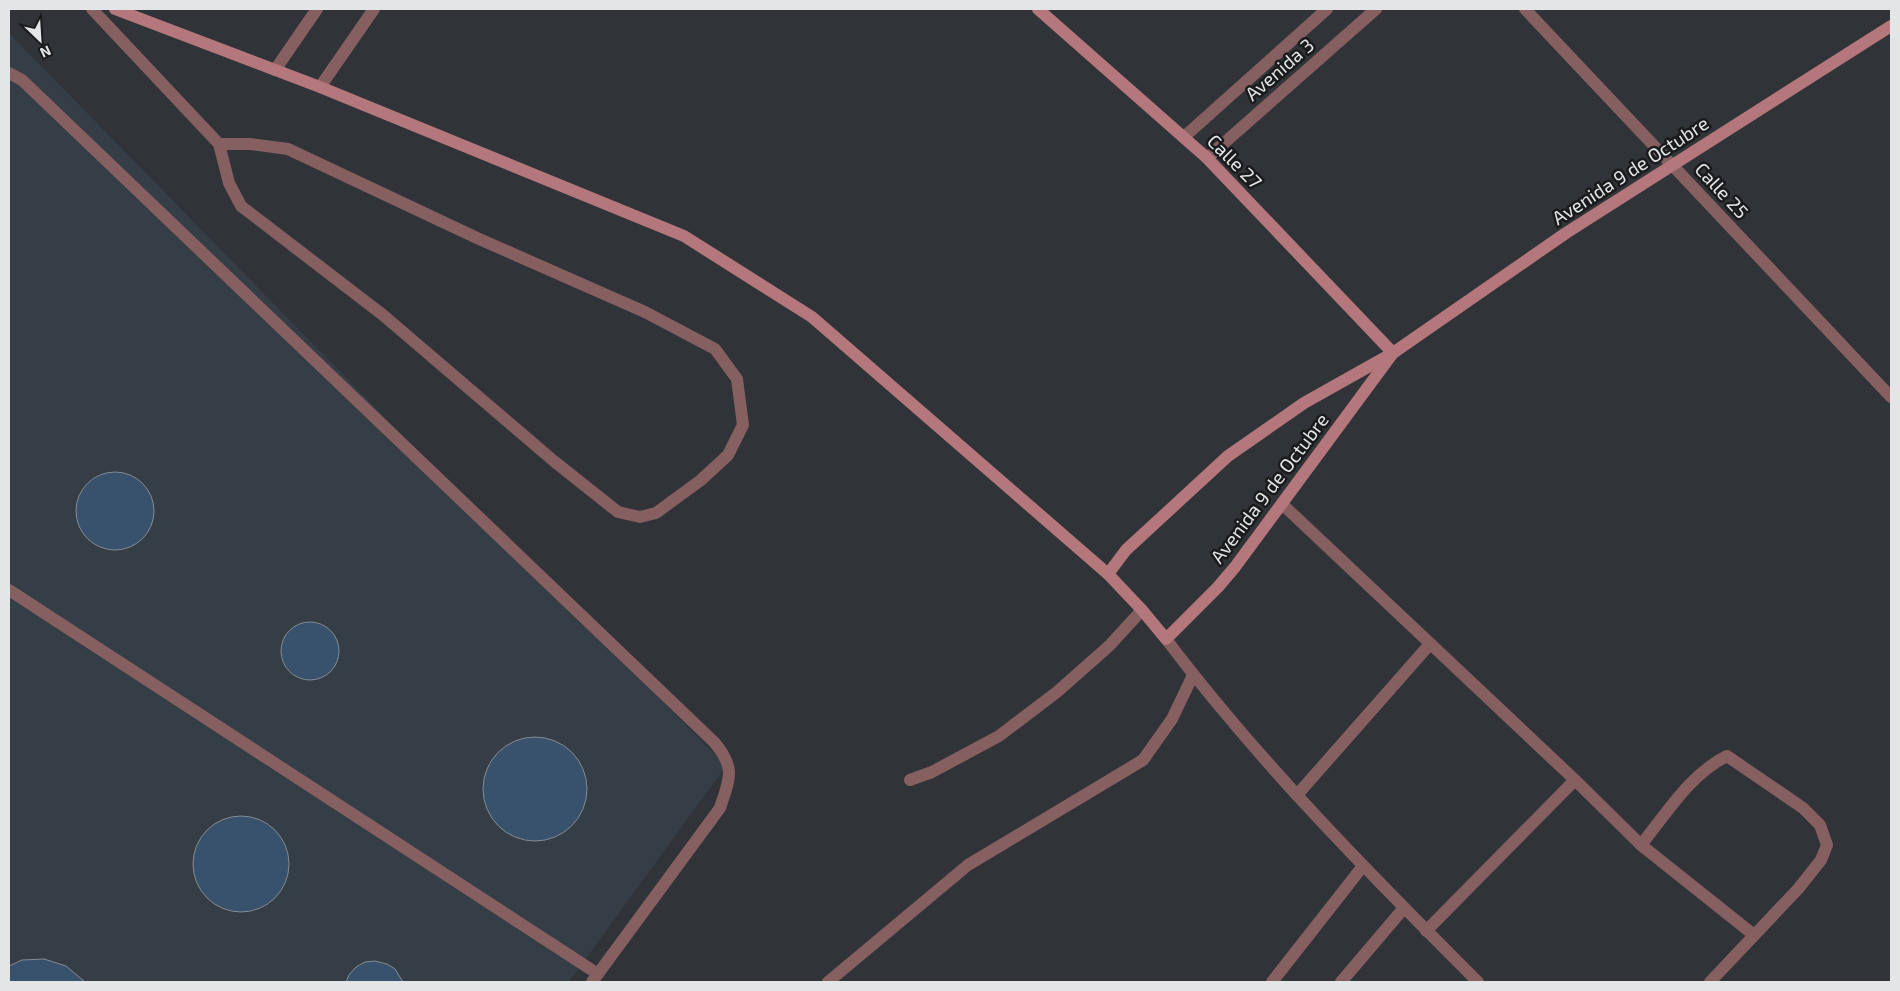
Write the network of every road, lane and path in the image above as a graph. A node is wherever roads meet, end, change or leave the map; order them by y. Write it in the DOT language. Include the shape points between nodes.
graph roads {
  1 [pos="92,9"];
  2 [pos="115,9"];
  3 [pos="317,9"];
  4 [pos="374,9"];
  5 [pos="1038,9"];
  6 [pos="1327,9"];
  7 [pos="1376,9"];
  8 [pos="1525,9"];
  9 [pos="1891,26"];
  10 [pos="275,70"];
  11 [pos="9,73"];
  12 [pos="320,87"];
  13 [pos="1184,137"];
  14 [pos="219,144"];
  15 [pos="1207,158"];
  16 [pos="1673,166"];
  17 [pos="1393,353"];
  18 [pos="1891,397"];
  19 [pos="1282,504"];
  20 [pos="1108,574"];
  21 [pos="9,590"];
  22 [pos="1142,610"];
  23 [pos="1166,639"];
  24 [pos="1430,644"];
  25 [pos="1193,675"];
  26 [pos="910,780"];
  27 [pos="1575,780"];
  28 [pos="1297,795"];
  29 [pos="1641,845"];
  30 [pos="1363,866"];
  31 [pos="1404,908"];
  32 [pos="1426,931"];
  33 [pos="1754,935"];
  34 [pos="595,978"];
  35 [pos="828,982"];
  36 [pos="1272,982"];
  37 [pos="1341,982"];
  38 [pos="1478,982"];
  39 [pos="1710,982"];
  1 -- 14 [label="street"];
  2 -- 10 [label="main road"];
  3 -- 10 [label="street"];
  4 -- 12 [label="street"];
  5 -- 13 [label="main road, Calle 27"];
  6 -- 13 [label="street, Avenida 3"];
  7 -- 15 [label="street, Avenida 3"];
  8 -- 16 [label="street, Calle 25"];
  9 -- 16 [label="main road, Avenida 9 de Octubre"];
  10 -- 12 [label="main road"];
  11 -- 34 [label="street" via="22,80 722,751 730,778 720,808"];
  12 -- 20 [label="main road" via="684,236 812,317"];
  13 -- 15 [label="main road, Calle 27"];
  14 -- 14 [label="street" via="288,149 645,312 716,349 737,379 743,425 728,455 701,480 656,512 640,516 618,512 383,315 241,206 229,183"];
  15 -- 17 [label="main road, Calle 27"];
  16 -- 17 [label="main road, Avenida 9 de Octubre" via="1566,233"];
  16 -- 18 [label="street, Calle 25"];
  17 -- 19 [label="main road, Avenida 9 de Octubre"];
  17 -- 20 [label="main road, Avenida 9 de Octubre" via="1304,404 1228,456 1126,550"];
  19 -- 23 [label="main road, Avenida 9 de Octubre" via="1218,587"];
  19 -- 24 [label="street"];
  20 -- 22 [label="main road"];
  21 -- 34 [label="street"];
  22 -- 23 [label="main road"];
  22 -- 26 [label="street" via="1109,646 1057,692 999,736 932,772"];
  23 -- 25 [label="street"];
  24 -- 27 [label="street"];
  24 -- 28 [label="street"];
  25 -- 28 [label="street"];
  25 -- 35 [label="street" via="1172,719 1143,760 968,864"];
  27 -- 29 [label="street"];
  27 -- 32 [label="street"];
  28 -- 30 [label="street"];
  29 -- 33 [label="street"];
  29 -- 33 [label="street" via="1689,786 1711,764 1727,756 1803,808 1820,825 1827,846 1821,860 1798,889"];
  30 -- 31 [label="street"];
  30 -- 36 [label="street"];
  31 -- 32 [label="street"];
  31 -- 37 [label="street"];
  32 -- 38 [label="street"];
  33 -- 39 [label="street"];
}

****************

The material should be duplicated word for word, with no images included.

**Task output**
Write the network of every road, lane and path in the image above as a graph. A node is wherever roads meet, end, change or leave the map; order them by y. Write it in the DOT language. Include the shape points between nodes.
graph roads {
  1 [pos="92,9"];
  2 [pos="115,9"];
  3 [pos="317,9"];
  4 [pos="374,9"];
  5 [pos="1038,9"];
  6 [pos="1327,9"];
  7 [pos="1376,9"];
  8 [pos="1525,9"];
  9 [pos="1891,26"];
  10 [pos="275,70"];
  11 [pos="9,73"];
  12 [pos="320,87"];
  13 [pos="1184,137"];
  14 [pos="219,144"];
  15 [pos="1207,158"];
  16 [pos="1673,166"];
  17 [pos="1393,353"];
  18 [pos="1891,397"];
  19 [pos="1282,504"];
  20 [pos="1108,574"];
  21 [pos="9,590"];
  22 [pos="1142,610"];
  23 [pos="1166,639"];
  24 [pos="1430,644"];
  25 [pos="1193,675"];
  26 [pos="910,780"];
  27 [pos="1575,780"];
  28 [pos="1297,795"];
  29 [pos="1641,845"];
  30 [pos="1363,866"];
  31 [pos="1404,908"];
  32 [pos="1426,931"];
  33 [pos="1754,935"];
  34 [pos="595,978"];
  35 [pos="828,982"];
  36 [pos="1272,982"];
  37 [pos="1341,982"];
  38 [pos="1478,982"];
  39 [pos="1710,982"];
  1 -- 14 [label="street"];
  2 -- 10 [label="main road"];
  3 -- 10 [label="street"];
  4 -- 12 [label="street"];
  5 -- 13 [label="main road, Calle 27"];
  6 -- 13 [label="street, Avenida 3"];
  7 -- 15 [label="street, Avenida 3"];
  8 -- 16 [label="street, Calle 25"];
  9 -- 16 [label="main road, Avenida 9 de Octubre"];
  10 -- 12 [label="main road"];
  11 -- 34 [label="street" via="22,80 722,751 730,778 720,808"];
  12 -- 20 [label="main road" via="684,236 812,317"];
  13 -- 15 [label="main road, Calle 27"];
  14 -- 14 [label="street" via="288,149 645,312 716,349 737,379 743,425 728,455 701,480 656,512 640,516 618,512 383,315 241,206 229,183"];
  15 -- 17 [label="main road, Calle 27"];
  16 -- 17 [label="main road, Avenida 9 de Octubre" via="1566,233"];
  16 -- 18 [label="street, Calle 25"];
  17 -- 19 [label="main road, Avenida 9 de Octubre"];
  17 -- 20 [label="main road, Avenida 9 de Octubre" via="1304,404 1228,456 1126,550"];
  19 -- 23 [label="main road, Avenida 9 de Octubre" via="1218,587"];
  19 -- 24 [label="street"];
  20 -- 22 [label="main road"];
  21 -- 34 [label="street"];
  22 -- 23 [label="main road"];
  22 -- 26 [label="street" via="1109,646 1057,692 999,736 932,772"];
  23 -- 25 [label="street"];
  24 -- 27 [label="street"];
  24 -- 28 [label="street"];
  25 -- 28 [label="street"];
  25 -- 35 [label="street" via="1172,719 1143,760 968,864"];
  27 -- 29 [label="street"];
  27 -- 32 [label="street"];
  28 -- 30 [label="street"];
  29 -- 33 [label="street"];
  29 -- 33 [label="street" via="1689,786 1711,764 1727,756 1803,808 1820,825 1827,846 1821,860 1798,889"];
  30 -- 31 [label="street"];
  30 -- 36 [label="street"];
  31 -- 32 [label="street"];
  31 -- 37 [label="street"];
  32 -- 38 [label="street"];
  33 -- 39 [label="street"];
}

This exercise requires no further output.